■ Exercise brief: When the word "this" shows up in a line of the data below, copy that whole line.

==== Input records

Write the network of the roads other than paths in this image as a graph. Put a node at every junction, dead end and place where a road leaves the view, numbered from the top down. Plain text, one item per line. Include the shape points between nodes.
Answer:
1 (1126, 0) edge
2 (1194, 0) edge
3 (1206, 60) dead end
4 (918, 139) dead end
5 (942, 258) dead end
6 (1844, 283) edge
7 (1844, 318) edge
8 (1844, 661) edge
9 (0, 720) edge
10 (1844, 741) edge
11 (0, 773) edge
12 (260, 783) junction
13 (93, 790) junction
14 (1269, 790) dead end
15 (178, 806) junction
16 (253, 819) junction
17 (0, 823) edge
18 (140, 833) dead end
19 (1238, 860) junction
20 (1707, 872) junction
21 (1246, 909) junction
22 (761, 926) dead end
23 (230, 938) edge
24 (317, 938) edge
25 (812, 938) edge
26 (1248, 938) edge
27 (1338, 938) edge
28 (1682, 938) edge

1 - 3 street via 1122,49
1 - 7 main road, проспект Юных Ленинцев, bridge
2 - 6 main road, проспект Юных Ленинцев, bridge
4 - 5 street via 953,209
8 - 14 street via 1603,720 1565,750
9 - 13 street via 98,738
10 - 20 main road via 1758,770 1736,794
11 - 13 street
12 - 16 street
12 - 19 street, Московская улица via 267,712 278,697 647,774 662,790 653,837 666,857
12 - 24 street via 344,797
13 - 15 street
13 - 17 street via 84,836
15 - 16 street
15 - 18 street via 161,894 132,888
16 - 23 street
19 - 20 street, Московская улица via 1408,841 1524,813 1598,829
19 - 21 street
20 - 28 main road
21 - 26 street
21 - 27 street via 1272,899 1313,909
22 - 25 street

========
==== Input records

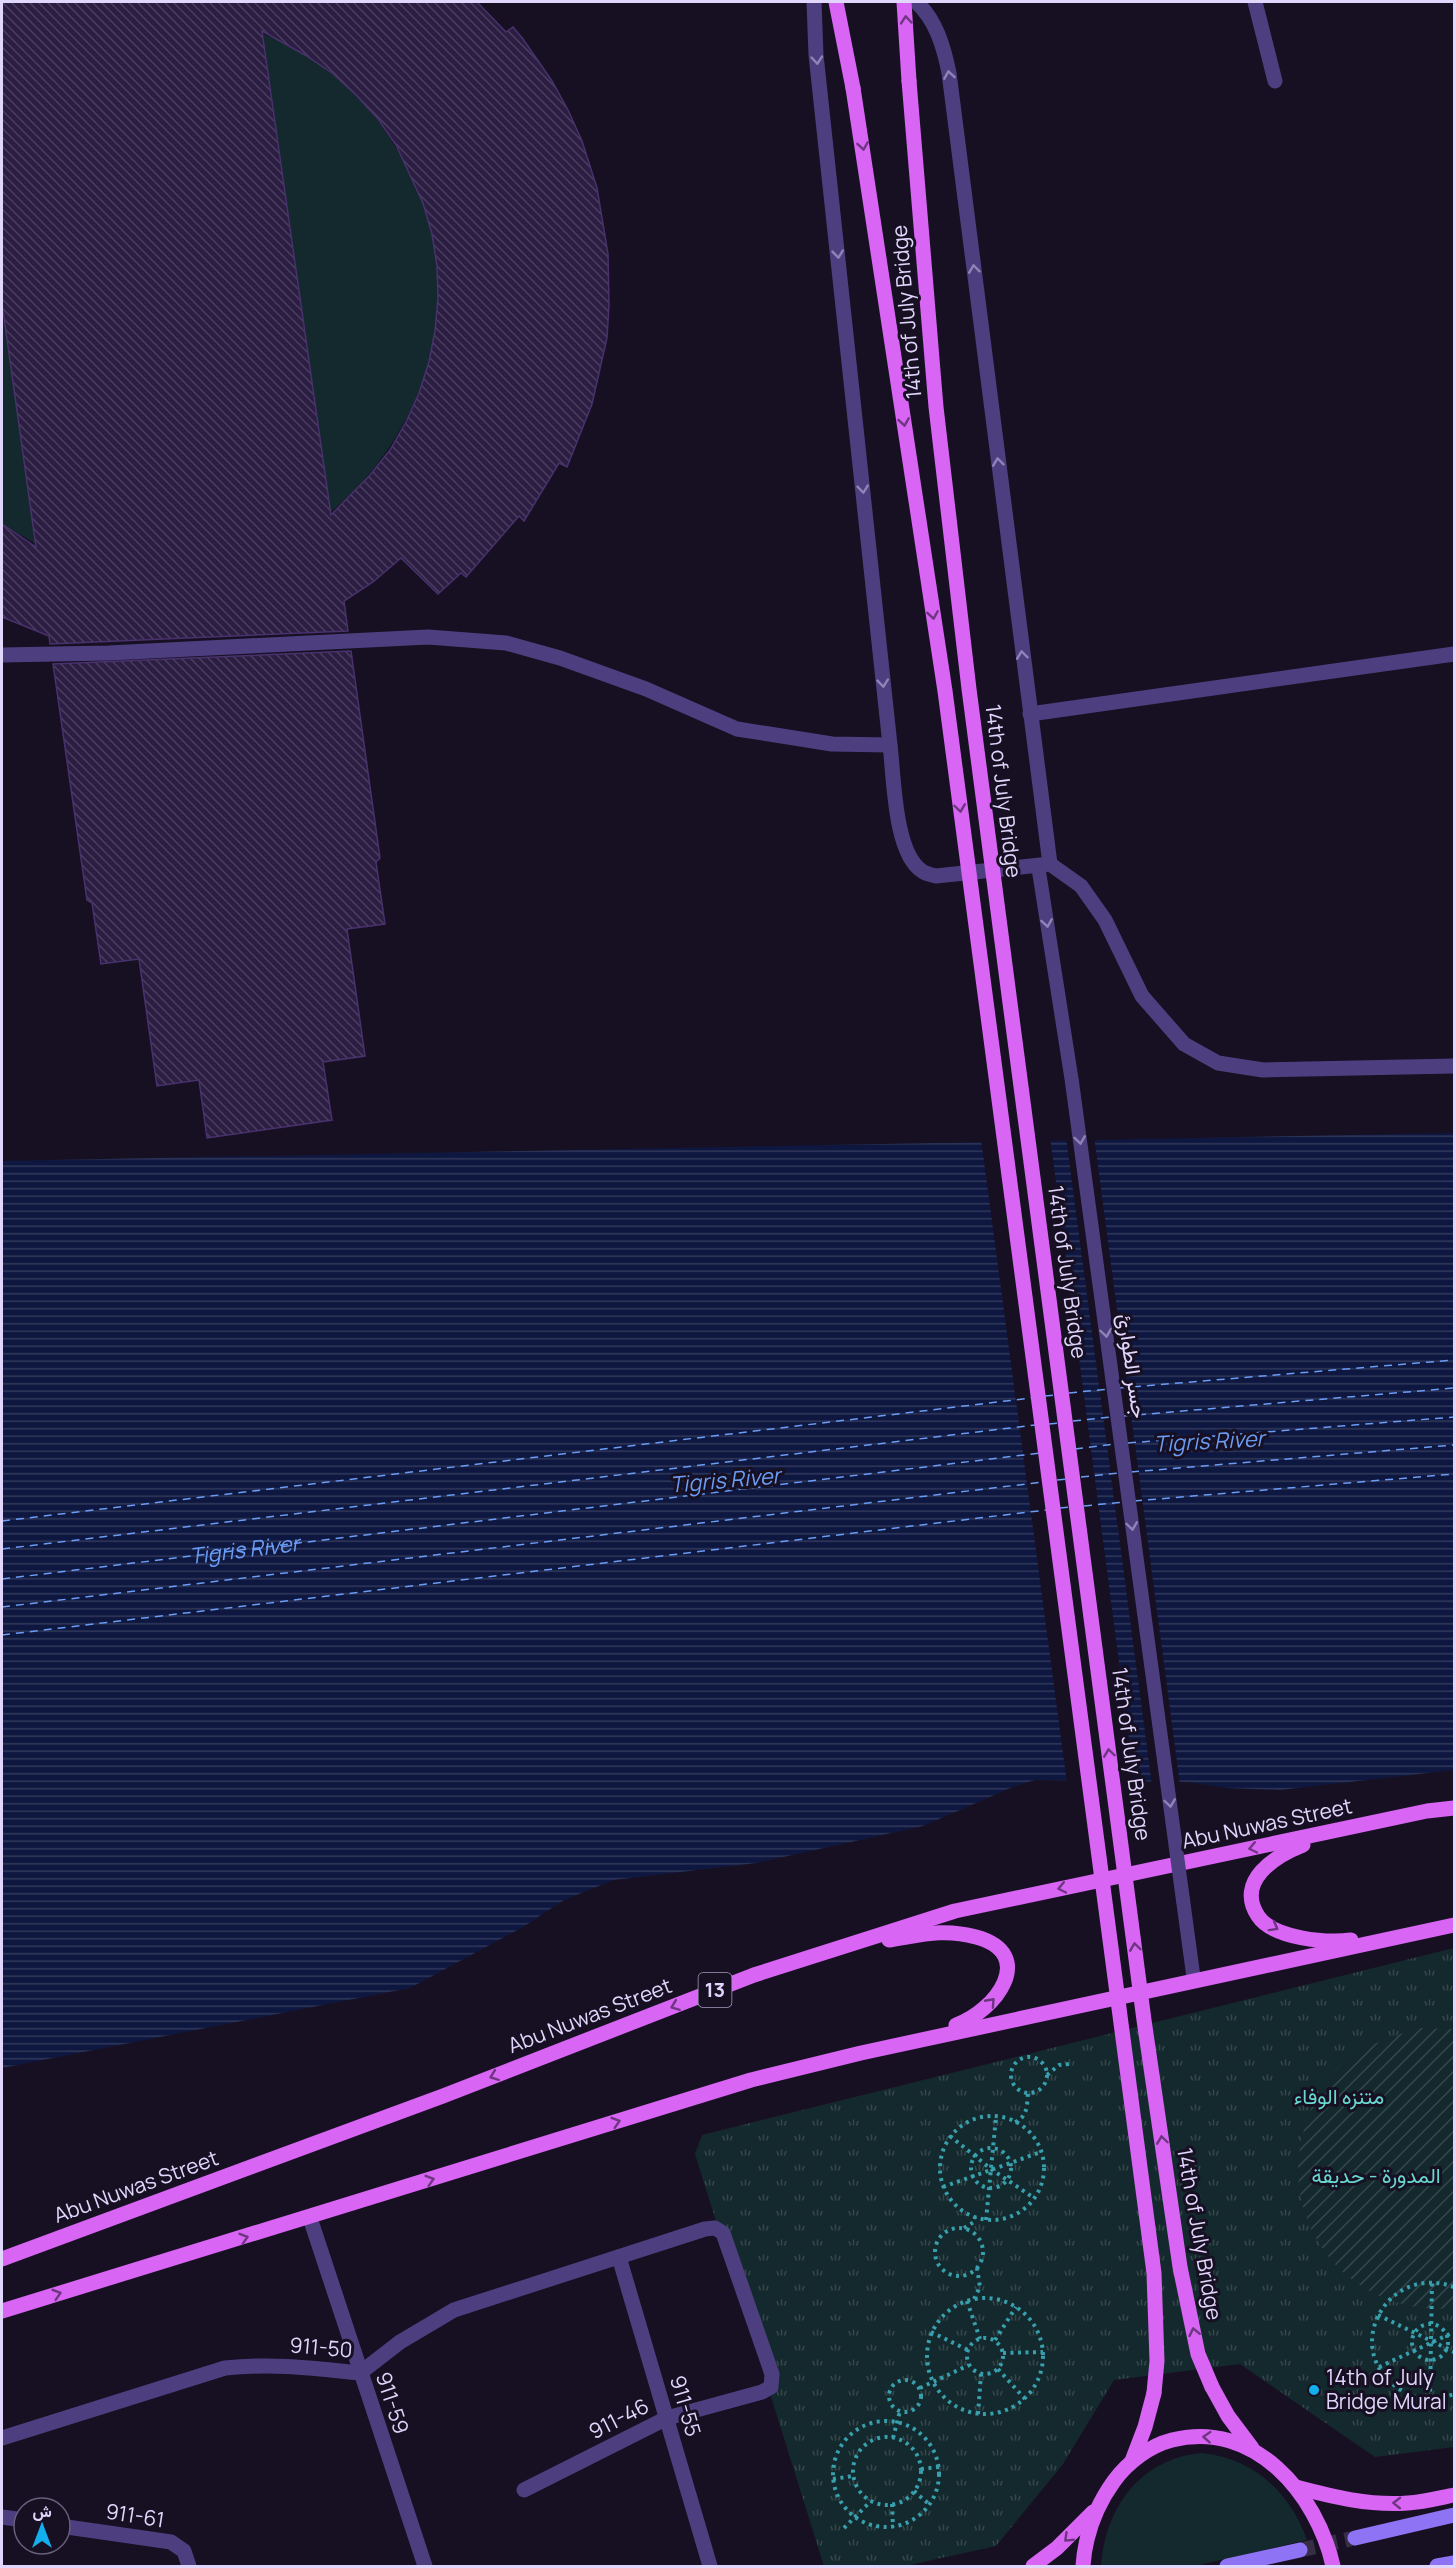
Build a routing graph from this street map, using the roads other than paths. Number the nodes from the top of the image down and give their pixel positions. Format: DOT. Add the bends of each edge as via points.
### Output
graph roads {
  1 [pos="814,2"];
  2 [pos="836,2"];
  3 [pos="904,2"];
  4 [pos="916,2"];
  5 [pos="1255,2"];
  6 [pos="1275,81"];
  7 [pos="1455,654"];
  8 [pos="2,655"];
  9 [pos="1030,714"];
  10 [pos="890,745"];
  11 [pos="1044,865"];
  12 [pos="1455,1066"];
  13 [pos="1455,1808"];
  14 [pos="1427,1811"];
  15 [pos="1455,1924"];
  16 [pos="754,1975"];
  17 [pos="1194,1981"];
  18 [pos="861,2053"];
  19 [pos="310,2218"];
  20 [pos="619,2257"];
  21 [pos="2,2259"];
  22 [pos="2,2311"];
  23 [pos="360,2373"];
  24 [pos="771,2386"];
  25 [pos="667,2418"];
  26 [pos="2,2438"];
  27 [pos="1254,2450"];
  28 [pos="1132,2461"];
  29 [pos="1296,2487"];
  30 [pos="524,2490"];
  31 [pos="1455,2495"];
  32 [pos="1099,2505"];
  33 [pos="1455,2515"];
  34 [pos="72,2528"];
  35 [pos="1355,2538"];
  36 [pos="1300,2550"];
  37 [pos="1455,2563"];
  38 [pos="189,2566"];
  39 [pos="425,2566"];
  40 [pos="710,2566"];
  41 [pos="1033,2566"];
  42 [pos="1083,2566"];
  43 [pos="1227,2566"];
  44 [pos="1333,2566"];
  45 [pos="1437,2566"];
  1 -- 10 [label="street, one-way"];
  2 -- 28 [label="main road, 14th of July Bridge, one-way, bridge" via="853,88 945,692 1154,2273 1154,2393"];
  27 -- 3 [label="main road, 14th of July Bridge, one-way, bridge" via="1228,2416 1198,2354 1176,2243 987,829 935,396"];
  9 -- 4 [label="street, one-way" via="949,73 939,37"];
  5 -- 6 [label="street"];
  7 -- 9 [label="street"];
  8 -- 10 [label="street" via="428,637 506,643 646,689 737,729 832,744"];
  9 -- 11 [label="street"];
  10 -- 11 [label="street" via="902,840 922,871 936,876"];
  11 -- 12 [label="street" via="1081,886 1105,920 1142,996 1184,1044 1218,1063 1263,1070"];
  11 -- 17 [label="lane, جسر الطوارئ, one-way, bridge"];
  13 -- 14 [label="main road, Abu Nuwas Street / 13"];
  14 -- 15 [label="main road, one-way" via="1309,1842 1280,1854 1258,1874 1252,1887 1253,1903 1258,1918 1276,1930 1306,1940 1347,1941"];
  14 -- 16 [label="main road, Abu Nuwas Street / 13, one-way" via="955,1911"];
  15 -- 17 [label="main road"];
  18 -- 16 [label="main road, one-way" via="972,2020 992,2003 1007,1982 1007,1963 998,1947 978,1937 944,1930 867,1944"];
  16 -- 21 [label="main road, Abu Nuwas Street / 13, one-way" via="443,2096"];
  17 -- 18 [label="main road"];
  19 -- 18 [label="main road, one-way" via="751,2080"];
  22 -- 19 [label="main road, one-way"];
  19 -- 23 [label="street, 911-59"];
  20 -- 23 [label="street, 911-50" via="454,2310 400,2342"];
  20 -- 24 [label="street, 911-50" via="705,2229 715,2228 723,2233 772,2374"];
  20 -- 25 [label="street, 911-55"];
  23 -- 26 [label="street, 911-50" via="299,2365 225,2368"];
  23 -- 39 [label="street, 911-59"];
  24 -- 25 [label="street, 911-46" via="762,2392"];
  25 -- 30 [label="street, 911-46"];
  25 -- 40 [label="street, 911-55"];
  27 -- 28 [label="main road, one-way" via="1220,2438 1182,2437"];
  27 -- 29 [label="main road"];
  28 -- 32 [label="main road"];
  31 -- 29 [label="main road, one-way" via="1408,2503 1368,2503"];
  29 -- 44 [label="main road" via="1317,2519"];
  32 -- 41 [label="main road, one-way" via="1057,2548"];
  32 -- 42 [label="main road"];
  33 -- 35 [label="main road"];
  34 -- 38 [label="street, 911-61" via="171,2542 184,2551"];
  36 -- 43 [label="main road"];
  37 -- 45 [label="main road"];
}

========

■ Answer box:
Write the network of the roads other than paths in this image as a graph. Put a node at every junction, dead end and place where a road leaves the view, numbered from the top down. Plain text, one item per line. Include the shape points between nodes.
Build a routing graph from this street map, using the roads other than paths. Number the nodes from the top of the image down and give their pixel positions. Format: DOT. Add the bends of each edge as via points.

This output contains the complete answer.